Walleye Pollock Gadus chalcogrammus, a Species with Continuous Range from the Norwegian Sea to Korea, Japan, and California: New Records from the Siberian Arctic

The first records of walleye pollock Gadus chalcogrammus Pallas, 1814 in the seas of the Siberian Arctic (the Laptev Sea, the Kara Sea, the southeastern Barents Sea), are documented. Information about the external morphology (morphometric and meristic characters), photos of sagittal otoliths and fish, and data on the sequences of the CO1 mtDNA gene are presented. The results of a comparative analysis indicate that walleye pollock caught in the Siberian Arctic do not differ in principle from North Pacific and North Atlantic individuals.
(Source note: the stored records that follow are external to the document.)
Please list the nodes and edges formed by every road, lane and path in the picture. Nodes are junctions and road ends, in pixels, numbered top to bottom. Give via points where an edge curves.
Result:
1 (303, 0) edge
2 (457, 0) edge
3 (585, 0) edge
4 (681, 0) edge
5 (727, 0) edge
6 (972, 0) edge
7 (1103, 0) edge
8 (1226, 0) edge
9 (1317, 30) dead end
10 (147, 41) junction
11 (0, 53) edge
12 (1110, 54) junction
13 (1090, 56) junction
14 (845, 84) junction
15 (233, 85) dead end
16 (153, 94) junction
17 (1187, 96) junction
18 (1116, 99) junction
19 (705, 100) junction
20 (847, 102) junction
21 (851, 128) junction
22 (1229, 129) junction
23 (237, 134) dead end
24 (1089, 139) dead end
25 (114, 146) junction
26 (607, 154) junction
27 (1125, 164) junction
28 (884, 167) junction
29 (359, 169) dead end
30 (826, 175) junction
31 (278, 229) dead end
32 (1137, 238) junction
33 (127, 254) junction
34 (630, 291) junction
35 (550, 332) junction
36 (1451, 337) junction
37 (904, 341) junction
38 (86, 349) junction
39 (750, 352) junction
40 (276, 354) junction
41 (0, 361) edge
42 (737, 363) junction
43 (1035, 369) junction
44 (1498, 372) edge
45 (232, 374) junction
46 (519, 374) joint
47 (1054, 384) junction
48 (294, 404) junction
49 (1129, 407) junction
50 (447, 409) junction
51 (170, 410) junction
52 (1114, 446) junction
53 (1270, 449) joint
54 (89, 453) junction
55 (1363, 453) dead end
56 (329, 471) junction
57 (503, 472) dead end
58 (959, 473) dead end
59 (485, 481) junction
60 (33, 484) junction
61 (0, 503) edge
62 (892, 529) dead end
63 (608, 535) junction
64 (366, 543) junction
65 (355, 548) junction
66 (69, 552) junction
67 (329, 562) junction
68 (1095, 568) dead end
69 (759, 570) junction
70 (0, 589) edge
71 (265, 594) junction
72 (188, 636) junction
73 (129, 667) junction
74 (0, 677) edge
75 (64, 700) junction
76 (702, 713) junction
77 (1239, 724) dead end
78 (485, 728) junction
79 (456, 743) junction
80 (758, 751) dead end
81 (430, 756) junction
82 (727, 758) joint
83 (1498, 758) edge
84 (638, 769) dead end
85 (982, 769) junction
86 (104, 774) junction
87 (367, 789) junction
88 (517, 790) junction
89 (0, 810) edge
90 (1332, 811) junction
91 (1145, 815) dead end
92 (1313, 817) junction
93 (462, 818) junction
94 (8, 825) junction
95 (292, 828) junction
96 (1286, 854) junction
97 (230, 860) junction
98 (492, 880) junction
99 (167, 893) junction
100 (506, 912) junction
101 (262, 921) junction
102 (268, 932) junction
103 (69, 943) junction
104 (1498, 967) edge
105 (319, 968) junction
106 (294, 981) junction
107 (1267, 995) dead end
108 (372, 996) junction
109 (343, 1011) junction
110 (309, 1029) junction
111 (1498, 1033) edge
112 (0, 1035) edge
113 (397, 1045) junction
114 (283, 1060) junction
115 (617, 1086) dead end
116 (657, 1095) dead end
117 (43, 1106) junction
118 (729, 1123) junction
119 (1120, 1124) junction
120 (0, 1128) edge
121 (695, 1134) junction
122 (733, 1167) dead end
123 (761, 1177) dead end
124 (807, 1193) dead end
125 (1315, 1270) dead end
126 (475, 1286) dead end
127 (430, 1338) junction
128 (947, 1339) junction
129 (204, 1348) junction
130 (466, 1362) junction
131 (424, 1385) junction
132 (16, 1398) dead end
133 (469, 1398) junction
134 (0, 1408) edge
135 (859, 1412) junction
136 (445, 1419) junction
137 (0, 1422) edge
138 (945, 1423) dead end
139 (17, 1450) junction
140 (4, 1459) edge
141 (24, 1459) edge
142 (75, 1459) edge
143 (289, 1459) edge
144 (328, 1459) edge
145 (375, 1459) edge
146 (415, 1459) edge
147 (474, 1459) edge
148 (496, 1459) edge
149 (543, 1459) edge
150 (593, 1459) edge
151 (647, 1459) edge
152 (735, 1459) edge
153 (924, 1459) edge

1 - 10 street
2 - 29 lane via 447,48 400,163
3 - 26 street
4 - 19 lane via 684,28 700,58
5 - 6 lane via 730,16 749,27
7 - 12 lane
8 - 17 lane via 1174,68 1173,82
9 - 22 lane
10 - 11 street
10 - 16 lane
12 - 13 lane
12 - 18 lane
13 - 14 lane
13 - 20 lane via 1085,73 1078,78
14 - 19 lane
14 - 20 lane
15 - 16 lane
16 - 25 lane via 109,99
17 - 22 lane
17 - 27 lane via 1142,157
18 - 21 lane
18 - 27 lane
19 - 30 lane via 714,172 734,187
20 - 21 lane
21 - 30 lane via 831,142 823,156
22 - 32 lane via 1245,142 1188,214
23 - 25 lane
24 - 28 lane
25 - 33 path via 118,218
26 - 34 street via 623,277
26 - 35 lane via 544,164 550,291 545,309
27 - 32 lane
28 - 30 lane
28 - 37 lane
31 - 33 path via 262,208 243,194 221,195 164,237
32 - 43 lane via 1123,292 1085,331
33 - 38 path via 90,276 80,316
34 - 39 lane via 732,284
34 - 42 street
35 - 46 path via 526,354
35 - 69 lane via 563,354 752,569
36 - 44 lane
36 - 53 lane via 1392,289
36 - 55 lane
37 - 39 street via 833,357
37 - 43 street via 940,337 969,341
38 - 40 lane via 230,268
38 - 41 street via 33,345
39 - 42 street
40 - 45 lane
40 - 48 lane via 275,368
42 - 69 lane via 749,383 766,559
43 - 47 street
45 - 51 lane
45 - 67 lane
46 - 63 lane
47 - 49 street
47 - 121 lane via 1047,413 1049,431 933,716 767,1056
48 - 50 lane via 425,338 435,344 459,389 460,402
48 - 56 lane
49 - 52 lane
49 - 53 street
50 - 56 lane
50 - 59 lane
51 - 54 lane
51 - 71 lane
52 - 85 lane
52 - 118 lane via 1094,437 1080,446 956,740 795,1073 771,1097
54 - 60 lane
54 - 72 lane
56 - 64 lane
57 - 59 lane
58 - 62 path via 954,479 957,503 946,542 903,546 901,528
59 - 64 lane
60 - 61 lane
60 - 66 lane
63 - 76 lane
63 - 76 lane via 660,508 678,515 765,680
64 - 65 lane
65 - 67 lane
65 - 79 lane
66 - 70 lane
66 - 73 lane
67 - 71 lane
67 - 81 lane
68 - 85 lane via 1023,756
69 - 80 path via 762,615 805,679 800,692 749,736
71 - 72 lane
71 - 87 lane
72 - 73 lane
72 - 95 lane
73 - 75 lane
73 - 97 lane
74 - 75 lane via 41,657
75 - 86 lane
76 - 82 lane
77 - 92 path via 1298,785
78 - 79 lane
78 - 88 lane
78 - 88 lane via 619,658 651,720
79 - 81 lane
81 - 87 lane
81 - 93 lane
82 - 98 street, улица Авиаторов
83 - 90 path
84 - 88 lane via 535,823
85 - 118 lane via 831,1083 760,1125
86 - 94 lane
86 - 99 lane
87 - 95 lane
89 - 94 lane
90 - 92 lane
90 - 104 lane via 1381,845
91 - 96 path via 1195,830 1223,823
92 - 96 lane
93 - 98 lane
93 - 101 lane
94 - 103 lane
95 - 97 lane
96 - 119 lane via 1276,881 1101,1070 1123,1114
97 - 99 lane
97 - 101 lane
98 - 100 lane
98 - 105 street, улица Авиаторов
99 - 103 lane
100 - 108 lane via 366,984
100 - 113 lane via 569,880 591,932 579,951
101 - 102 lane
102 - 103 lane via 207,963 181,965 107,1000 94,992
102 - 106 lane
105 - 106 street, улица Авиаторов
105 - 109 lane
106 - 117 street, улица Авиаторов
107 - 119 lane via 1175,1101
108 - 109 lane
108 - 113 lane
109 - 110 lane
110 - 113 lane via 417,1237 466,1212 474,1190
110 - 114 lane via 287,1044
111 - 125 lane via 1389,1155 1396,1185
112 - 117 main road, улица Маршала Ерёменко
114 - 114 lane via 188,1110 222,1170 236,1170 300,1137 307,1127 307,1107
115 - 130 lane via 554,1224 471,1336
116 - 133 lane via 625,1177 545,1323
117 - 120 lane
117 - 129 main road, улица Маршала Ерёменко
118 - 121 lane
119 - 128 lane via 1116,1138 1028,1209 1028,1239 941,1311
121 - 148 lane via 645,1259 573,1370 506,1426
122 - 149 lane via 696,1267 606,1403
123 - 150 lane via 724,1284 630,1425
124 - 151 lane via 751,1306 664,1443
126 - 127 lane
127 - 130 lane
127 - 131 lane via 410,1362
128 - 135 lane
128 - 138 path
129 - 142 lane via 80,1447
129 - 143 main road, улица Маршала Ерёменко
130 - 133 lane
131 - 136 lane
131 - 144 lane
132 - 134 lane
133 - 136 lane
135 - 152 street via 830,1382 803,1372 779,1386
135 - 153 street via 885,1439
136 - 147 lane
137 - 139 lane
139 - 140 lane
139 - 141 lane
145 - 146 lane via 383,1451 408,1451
Previous conclusions about the conspecificity of the walleye and Norwegian pollock Theragra finnmarchica are confirmed. New captures of walleye pollock in the Siberian Arctic allow us to formulate a hypothesis about its continuous species’ range from the coasts of Norway in the North Atlantic to the coasts of Korea, Japan, and California in the North Pacific. The few records of walleye pollock in the North Atlantic originate from the North Pacific due to the transport of early pelagic juveniles to the Arctic by currents through the Bering Strait and further active westward migrations of individuals which have switched to the bentho-pelagic mode of life.